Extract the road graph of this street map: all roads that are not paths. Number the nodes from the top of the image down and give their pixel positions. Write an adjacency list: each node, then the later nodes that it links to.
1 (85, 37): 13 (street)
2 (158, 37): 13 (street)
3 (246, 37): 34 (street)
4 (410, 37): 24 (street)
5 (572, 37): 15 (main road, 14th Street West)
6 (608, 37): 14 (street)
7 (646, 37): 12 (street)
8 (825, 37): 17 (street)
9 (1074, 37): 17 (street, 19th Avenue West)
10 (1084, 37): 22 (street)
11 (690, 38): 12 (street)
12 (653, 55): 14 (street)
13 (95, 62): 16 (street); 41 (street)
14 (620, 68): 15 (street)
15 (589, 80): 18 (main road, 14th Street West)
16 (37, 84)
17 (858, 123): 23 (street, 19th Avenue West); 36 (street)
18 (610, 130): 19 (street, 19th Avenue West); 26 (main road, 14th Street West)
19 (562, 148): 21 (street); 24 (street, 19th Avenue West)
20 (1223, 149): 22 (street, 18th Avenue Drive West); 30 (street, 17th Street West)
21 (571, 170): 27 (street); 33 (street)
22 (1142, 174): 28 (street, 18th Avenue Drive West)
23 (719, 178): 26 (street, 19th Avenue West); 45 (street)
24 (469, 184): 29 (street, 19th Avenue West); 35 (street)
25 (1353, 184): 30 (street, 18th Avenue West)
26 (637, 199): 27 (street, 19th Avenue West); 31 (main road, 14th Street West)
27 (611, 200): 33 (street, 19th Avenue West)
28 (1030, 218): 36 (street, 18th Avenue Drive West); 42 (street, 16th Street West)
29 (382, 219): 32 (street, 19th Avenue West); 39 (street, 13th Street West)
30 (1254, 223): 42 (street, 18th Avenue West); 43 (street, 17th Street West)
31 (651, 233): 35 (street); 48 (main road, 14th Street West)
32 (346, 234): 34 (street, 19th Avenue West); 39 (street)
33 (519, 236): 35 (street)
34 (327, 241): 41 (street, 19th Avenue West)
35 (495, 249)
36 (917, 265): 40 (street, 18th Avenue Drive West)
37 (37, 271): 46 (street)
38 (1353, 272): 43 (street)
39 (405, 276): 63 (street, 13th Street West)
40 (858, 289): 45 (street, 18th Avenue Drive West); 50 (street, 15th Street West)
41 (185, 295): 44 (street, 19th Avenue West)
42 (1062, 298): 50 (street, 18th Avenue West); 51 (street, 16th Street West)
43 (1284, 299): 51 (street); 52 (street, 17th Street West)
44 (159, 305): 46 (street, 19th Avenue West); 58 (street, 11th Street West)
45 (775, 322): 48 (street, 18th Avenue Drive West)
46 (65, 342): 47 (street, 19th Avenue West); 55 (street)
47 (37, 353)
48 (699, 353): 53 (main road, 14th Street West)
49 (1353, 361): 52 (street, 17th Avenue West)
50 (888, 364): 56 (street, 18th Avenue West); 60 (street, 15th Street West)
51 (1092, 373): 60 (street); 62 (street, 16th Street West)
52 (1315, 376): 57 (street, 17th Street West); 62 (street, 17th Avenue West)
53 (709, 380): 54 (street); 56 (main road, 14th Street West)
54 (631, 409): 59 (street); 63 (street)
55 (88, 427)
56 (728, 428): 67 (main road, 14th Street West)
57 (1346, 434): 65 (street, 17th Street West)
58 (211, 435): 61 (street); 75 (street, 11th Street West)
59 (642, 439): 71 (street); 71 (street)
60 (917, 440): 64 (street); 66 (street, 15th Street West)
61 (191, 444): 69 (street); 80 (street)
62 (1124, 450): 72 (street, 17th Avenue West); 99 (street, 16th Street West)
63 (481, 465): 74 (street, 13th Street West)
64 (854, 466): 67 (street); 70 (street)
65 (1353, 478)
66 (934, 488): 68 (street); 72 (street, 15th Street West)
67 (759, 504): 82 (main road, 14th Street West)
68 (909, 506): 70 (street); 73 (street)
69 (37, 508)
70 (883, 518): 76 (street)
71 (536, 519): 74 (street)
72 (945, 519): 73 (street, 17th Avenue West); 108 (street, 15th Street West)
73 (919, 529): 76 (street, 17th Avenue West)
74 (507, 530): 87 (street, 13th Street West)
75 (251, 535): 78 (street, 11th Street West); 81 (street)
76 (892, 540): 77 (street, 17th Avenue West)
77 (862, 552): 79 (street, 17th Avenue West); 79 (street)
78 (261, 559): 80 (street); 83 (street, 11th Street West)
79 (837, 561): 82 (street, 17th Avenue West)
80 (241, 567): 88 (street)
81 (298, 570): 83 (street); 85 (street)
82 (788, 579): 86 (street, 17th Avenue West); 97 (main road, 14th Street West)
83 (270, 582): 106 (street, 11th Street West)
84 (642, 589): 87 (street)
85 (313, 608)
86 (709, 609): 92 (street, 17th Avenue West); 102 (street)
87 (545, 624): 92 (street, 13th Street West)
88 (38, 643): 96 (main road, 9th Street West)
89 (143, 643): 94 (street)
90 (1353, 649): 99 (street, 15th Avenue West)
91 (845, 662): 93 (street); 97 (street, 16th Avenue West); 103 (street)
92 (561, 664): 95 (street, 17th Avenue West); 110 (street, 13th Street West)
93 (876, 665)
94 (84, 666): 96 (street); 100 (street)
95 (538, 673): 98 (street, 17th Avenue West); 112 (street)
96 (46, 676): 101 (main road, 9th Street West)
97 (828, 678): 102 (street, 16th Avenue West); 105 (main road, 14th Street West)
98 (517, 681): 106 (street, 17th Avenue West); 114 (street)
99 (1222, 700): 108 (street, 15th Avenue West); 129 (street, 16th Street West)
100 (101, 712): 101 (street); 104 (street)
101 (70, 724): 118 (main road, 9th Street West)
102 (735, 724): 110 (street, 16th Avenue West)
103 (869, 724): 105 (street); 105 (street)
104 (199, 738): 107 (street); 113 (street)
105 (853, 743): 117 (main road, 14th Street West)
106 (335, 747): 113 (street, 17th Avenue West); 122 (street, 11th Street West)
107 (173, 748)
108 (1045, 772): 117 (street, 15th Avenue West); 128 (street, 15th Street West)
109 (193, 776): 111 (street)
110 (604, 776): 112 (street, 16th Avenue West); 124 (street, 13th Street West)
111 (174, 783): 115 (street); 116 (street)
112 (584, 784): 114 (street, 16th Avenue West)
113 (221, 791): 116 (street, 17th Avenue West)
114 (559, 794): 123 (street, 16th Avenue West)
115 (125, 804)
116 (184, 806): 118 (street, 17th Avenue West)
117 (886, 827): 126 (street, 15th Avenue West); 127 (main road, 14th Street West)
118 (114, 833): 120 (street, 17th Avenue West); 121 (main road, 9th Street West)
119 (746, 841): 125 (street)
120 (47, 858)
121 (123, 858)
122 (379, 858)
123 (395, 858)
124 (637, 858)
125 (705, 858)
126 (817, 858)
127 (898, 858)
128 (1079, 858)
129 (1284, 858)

---+---

> [What the exercise asks]: If a line of the records above holds the word "Drive", show it.

> [Your response]:
20 (1223, 149): 22 (street, 18th Avenue Drive West); 30 (street, 17th Street West)
22 (1142, 174): 28 (street, 18th Avenue Drive West)
28 (1030, 218): 36 (street, 18th Avenue Drive West); 42 (street, 16th Street West)
36 (917, 265): 40 (street, 18th Avenue Drive West)
40 (858, 289): 45 (street, 18th Avenue Drive West); 50 (street, 15th Street West)
45 (775, 322): 48 (street, 18th Avenue Drive West)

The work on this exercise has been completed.